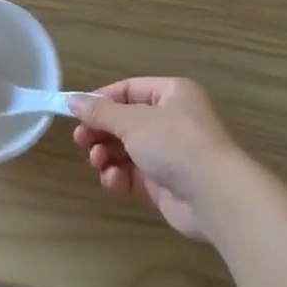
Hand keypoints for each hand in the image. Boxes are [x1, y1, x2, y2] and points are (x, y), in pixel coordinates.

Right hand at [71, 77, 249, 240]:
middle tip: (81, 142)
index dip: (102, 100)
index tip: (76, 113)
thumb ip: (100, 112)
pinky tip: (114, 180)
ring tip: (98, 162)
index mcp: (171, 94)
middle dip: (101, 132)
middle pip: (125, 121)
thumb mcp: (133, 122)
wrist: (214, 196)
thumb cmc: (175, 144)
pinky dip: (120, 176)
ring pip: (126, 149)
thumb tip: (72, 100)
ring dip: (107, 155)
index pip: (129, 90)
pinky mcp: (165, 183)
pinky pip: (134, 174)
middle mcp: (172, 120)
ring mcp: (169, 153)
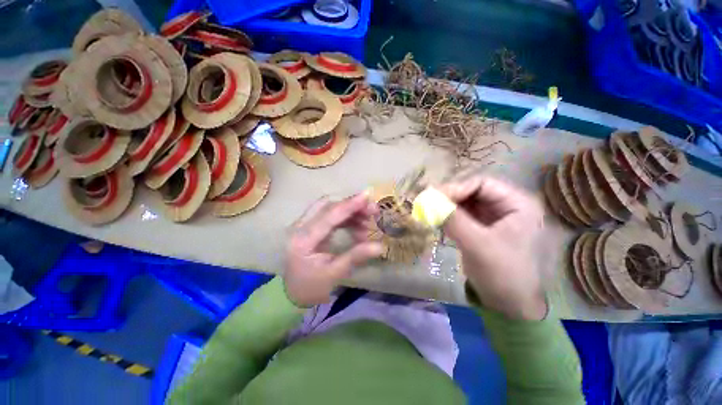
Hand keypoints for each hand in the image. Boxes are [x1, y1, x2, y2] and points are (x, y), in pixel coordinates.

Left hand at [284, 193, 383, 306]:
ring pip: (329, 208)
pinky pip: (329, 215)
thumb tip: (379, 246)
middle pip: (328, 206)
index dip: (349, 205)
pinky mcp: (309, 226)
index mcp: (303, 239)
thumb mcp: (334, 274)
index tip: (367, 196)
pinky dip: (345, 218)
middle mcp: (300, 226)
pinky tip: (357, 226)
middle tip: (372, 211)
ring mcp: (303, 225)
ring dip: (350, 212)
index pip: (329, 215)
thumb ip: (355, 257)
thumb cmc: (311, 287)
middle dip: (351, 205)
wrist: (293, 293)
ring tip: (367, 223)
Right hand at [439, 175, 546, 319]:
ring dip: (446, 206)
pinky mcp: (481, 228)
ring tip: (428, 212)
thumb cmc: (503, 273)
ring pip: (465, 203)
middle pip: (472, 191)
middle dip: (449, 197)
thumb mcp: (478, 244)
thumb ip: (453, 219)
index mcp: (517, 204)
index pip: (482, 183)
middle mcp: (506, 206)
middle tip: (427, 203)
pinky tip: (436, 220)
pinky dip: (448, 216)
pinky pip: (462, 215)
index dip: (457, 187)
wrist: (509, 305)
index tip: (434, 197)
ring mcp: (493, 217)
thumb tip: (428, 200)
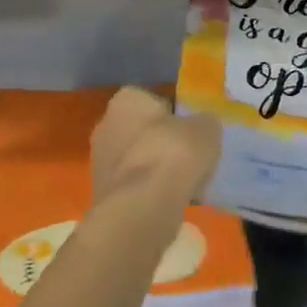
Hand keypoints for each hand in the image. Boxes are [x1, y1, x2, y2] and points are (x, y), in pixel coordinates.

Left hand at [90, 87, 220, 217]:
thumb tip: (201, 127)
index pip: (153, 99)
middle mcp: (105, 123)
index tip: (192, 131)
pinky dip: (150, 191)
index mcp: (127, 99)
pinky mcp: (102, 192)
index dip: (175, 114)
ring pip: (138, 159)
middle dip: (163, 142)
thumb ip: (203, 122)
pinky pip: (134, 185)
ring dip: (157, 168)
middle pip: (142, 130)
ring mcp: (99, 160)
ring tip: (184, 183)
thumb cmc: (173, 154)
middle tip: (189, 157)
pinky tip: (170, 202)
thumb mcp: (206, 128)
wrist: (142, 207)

#####

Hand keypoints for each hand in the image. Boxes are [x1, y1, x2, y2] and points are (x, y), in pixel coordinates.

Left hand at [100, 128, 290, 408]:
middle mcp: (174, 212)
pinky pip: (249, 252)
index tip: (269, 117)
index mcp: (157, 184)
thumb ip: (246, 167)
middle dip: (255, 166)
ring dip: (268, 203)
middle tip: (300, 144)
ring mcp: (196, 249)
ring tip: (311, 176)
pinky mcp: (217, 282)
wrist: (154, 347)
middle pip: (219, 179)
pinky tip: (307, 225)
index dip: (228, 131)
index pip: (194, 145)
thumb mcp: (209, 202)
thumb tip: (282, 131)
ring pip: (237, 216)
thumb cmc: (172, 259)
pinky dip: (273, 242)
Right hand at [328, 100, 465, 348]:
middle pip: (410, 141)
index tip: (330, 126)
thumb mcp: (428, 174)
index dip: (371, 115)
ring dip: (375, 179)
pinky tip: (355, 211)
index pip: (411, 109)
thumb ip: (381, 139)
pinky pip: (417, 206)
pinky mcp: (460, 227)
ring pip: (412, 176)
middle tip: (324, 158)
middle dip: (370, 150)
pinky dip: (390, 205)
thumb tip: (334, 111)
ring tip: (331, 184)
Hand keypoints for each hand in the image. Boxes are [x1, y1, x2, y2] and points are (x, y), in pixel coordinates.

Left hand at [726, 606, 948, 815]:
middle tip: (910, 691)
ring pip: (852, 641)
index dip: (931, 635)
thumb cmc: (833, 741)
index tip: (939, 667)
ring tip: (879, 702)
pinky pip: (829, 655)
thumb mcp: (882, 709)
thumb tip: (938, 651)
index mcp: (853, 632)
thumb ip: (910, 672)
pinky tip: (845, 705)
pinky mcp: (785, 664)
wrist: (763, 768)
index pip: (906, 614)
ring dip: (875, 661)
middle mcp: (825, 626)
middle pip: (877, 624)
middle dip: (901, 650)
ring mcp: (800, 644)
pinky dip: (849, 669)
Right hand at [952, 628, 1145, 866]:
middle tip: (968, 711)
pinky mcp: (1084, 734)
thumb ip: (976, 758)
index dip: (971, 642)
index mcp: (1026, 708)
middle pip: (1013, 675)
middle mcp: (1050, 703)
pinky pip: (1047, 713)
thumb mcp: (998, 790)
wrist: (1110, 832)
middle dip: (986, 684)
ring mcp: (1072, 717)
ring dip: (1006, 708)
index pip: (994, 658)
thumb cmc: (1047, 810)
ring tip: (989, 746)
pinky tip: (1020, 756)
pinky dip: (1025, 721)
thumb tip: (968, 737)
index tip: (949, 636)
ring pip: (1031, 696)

#####

_YOUR OBJECTIVE:_
Set down, exactly as they appear above, all lines from the one that has "thumb ip: (910, 672)" down to the one that has "ring pip: (1031, 696)", including those two and no others.

_WRITTEN REPLY:_
thumb ip: (910, 672)
pinky tip: (845, 705)
pinky mcp: (785, 664)
wrist: (763, 768)
index pip: (906, 614)
ring dip: (875, 661)
middle mcp: (825, 626)
middle pip: (877, 624)
middle dip: (901, 650)
ring mcp: (800, 644)
pinky dip: (849, 669)
Right hand at [952, 628, 1145, 866]:
middle tip: (968, 711)
pinky mcp: (1084, 734)
thumb ip: (976, 758)
index dip: (971, 642)
index mcp: (1026, 708)
middle pip: (1013, 675)
middle mcp: (1050, 703)
pinky pip: (1047, 713)
thumb mcp: (998, 790)
wrist: (1110, 832)
middle dip: (986, 684)
ring mcp: (1072, 717)
ring dip: (1006, 708)
index pip: (994, 658)
thumb cmc: (1047, 810)
ring tip: (989, 746)
pinky tip: (1020, 756)
pinky dip: (1025, 721)
thumb tip: (968, 737)
index tip: (949, 636)
ring pip: (1031, 696)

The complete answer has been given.